[[ INFORMATION PROVIDED, beginning ]]

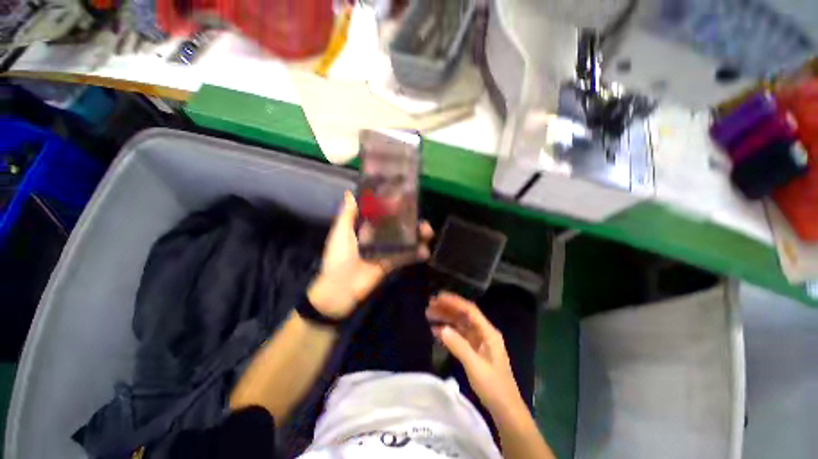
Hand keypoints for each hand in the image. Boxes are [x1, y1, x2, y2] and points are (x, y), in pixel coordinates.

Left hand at [309, 191, 433, 318]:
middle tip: (420, 216)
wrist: (339, 288)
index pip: (383, 213)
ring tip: (427, 232)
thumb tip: (350, 193)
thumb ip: (347, 214)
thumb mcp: (341, 233)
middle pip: (398, 226)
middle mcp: (379, 237)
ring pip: (406, 240)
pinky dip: (416, 254)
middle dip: (411, 221)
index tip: (406, 197)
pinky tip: (425, 251)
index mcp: (366, 228)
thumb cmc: (338, 257)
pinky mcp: (392, 263)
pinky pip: (406, 257)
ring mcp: (387, 250)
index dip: (394, 206)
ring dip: (418, 236)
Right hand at [426, 292, 525, 415]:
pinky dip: (447, 332)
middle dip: (447, 309)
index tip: (439, 297)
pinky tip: (435, 331)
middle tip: (430, 305)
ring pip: (459, 324)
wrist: (505, 410)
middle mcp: (483, 333)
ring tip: (429, 315)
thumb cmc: (493, 386)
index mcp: (488, 332)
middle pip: (463, 315)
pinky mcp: (474, 350)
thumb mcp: (475, 366)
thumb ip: (458, 346)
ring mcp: (478, 342)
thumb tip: (441, 328)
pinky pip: (459, 336)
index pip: (470, 310)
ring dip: (445, 319)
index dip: (454, 302)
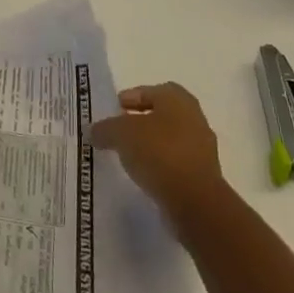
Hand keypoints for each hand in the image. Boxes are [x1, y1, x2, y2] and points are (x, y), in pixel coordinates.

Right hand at [89, 83, 225, 220]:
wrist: (195, 201)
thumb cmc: (159, 152)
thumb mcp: (121, 134)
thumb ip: (105, 128)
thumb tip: (92, 130)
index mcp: (177, 99)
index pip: (150, 91)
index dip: (130, 98)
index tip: (112, 110)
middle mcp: (193, 118)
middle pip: (160, 115)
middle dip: (138, 122)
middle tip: (117, 131)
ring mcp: (201, 148)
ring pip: (168, 140)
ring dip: (148, 145)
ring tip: (126, 155)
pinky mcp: (201, 176)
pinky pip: (174, 163)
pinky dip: (158, 165)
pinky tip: (142, 174)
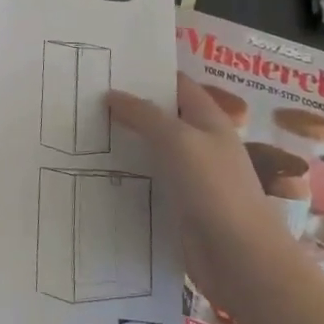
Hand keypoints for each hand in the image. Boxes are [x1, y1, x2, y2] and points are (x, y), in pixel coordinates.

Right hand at [107, 75, 300, 319]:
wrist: (241, 259)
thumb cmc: (214, 188)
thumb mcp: (177, 139)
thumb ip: (144, 114)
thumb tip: (111, 94)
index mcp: (208, 120)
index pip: (176, 84)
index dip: (148, 72)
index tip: (110, 64)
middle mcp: (200, 143)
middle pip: (161, 116)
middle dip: (128, 106)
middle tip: (85, 95)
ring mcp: (190, 177)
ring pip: (151, 150)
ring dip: (124, 141)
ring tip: (82, 130)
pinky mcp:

[[ INFORMATION PROVIDED, end ]]

With the line that has "middle dip: (411, 221)" as the first and the line that has "index pip: (470, 310)" as the last, repeat exactly that run of lines above and no more.

* **THE ANSWER**:
middle dip: (411, 221)
index tip: (406, 197)
pinky tip: (425, 251)
index mcp: (366, 228)
thumb cmc: (338, 257)
pinky mcp: (392, 263)
pinky pip: (406, 257)
ring mcp: (387, 250)
index dip: (394, 206)
ring dip: (418, 236)
Right hand at [426, 292, 525, 415]:
pinky dip: (447, 332)
middle dip: (447, 309)
index tip: (439, 297)
pinky tip: (435, 331)
middle tip: (430, 305)
ring pip: (459, 324)
wrist: (505, 410)
middle mcp: (483, 333)
ring tip: (429, 315)
thumb cmc: (493, 386)
index mcp: (488, 332)
middle pip: (463, 315)
pinky mcp: (474, 350)
thumb mcp: (475, 366)
thumb ip: (458, 346)
ring mcp: (478, 342)
thumb tip: (441, 328)
pinky pip: (459, 336)
index pip: (470, 310)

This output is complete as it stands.